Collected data
------------------------------

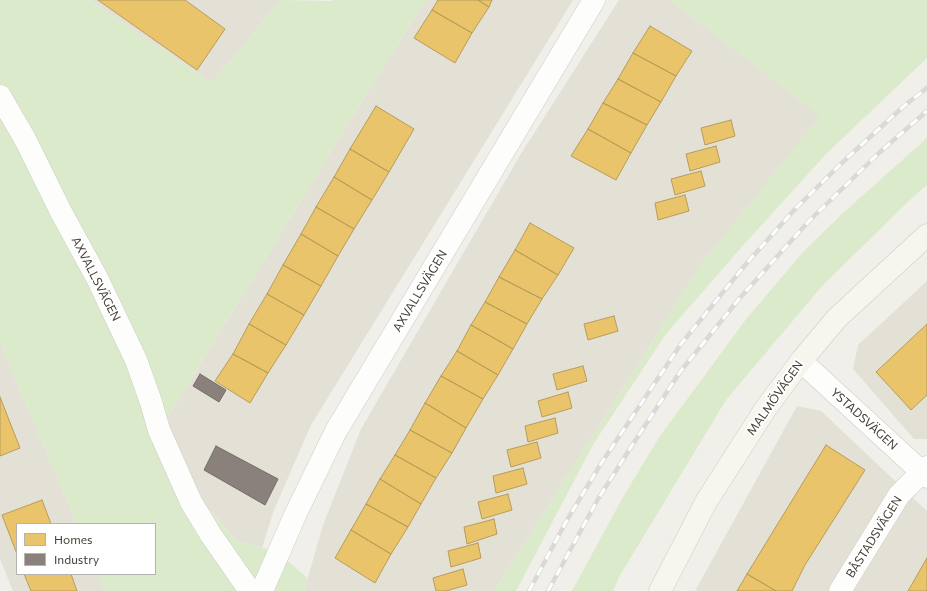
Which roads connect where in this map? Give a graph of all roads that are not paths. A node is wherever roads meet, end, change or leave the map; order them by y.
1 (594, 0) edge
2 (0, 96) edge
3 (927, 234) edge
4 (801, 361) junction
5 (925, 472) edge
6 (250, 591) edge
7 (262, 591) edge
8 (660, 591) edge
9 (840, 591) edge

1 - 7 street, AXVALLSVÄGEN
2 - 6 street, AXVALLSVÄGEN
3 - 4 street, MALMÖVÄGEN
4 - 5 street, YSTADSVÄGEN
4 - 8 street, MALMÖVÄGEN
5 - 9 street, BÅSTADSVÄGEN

------------------------------

REQUIRED WORK: Give back all of the data exactly, but not the pictures.

RESPONSE TO THE EXERCISE:
Which roads connect where in this map? Give a graph of all roads that are not paths. A node is wherever roads meet, end, change or leave the map; order them by y.
1 (594, 0) edge
2 (0, 96) edge
3 (927, 234) edge
4 (801, 361) junction
5 (925, 472) edge
6 (250, 591) edge
7 (262, 591) edge
8 (660, 591) edge
9 (840, 591) edge

1 - 7 street, AXVALLSVÄGEN
2 - 6 street, AXVALLSVÄGEN
3 - 4 street, MALMÖVÄGEN
4 - 5 street, YSTADSVÄGEN
4 - 8 street, MALMÖVÄGEN
5 - 9 street, BÅSTADSVÄGEN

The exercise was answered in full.